So I was excited and couldn’t wait to try them out as Salomon have a great reputation and many people swear by them for BMF classes. The Salomon Sense Mantra is part of their door to trail range, has a reduced heel toe drop and is described as a ‘Light weight training shoe for midfoot strikers who want natural motion, protection and neutral cushioning for high mileage training.’

They arrived, I put them straight on to potter about indoors and was a bit deflated. My first impression was that they felt very straight, stiff and inflexible and the quick pull lace system was hard to get a good heel fit so the overall impression was that I was wearing a lot of shoe. I didn’t run in them straight away and put them to one side for another day. Meanwhile my cheeky son borrowed them over the weekend and suggested they were great for him! When I tried them on again after this they felt much more flexible and foot hugging so I lent them to him to wear-in for me before I ran in them.
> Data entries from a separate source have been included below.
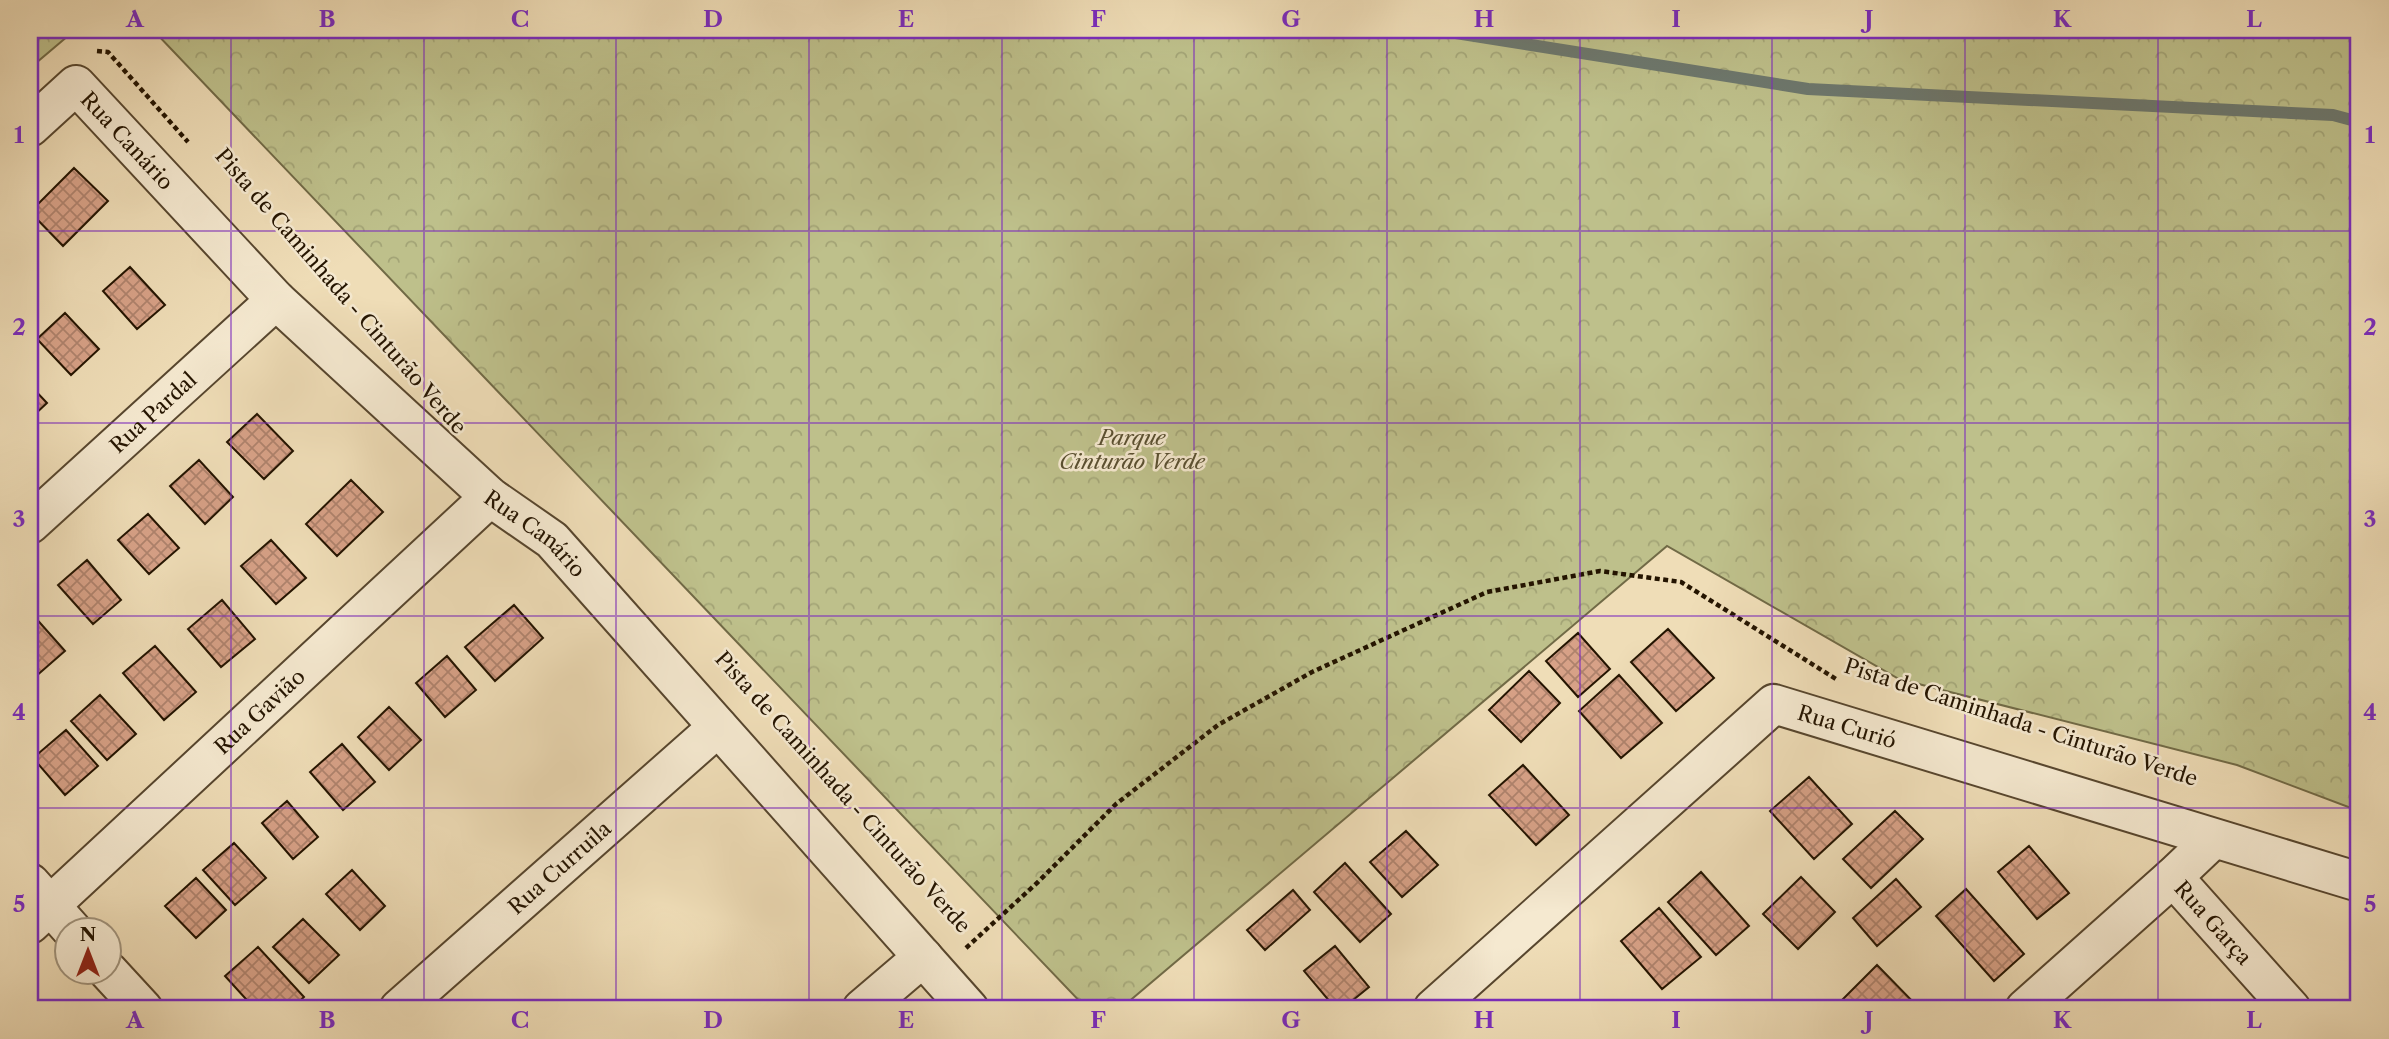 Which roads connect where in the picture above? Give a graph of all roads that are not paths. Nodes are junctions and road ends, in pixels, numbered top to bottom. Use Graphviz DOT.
graph roads {
  1 [pos="30,127"];
  2 [pos="276,300"];
  3 [pos="490,497"];
  4 [pos="30,524"];
  5 [pos="718,727"];
  6 [pos="2213,839"];
  7 [pos="2173,877"];
  8 [pos="2359,882"];
  9 [pos="45,911"];
  10 [pos="923,957"];
  11 [pos="122,986"];
  12 [pos="143,1009"];
  13 [pos="399,1009"];
  14 [pos="862,1009"];
  15 [pos="969,1009"];
  16 [pos="1433,1009"];
  17 [pos="2025,1009"];
  18 [pos="2291,1009"];
  1 -- 2 [label="street, Rua Canário"];
  2 -- 3 [label="street, Rua Canário"];
  2 -- 4 [label="street, Rua Pardal"];
  3 -- 5 [label="street, Rua Canário"];
  3 -- 9 [label="street, Rua Gavião"];
  5 -- 10 [label="street, Rua Canário"];
  5 -- 13 [label="street, Rua Curruila"];
  6 -- 7 [label="street, Rua Garça"];
  6 -- 8 [label="street, Rua Curió"];
  6 -- 16 [label="street, Rua Curió"];
  7 -- 17 [label="street"];
  7 -- 18 [label="street, Rua Garça"];
  10 -- 14 [label="street"];
  10 -- 15 [label="street, Rua Canário"];
  11 -- 12 [label="street"];
}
I found them more and more flexible and comfortable with wear, the 6mm drop is ideal for me and felt natural. Once worn in I also found I could get a better fit with the lacing. They are lightweight with a roomy toe box and very stable, I tested them doing single leg squats and had no ankle wobble at all! I ran on road and a bit of ‘trail’ within the park, they felt light and comfortable and had good grip on road, path and grass. I need to take them for a run somewhere a little more off-road than the park, their toe protection and stability would make them a great choice for running more challenging stony conditions.

Some running shoes feel great at the first try-on and later disappoint after weeks of running. The Sense Mantra feels better with each wear. I think by the time my son outgrows these shoes, they will be worn-in and about perfect.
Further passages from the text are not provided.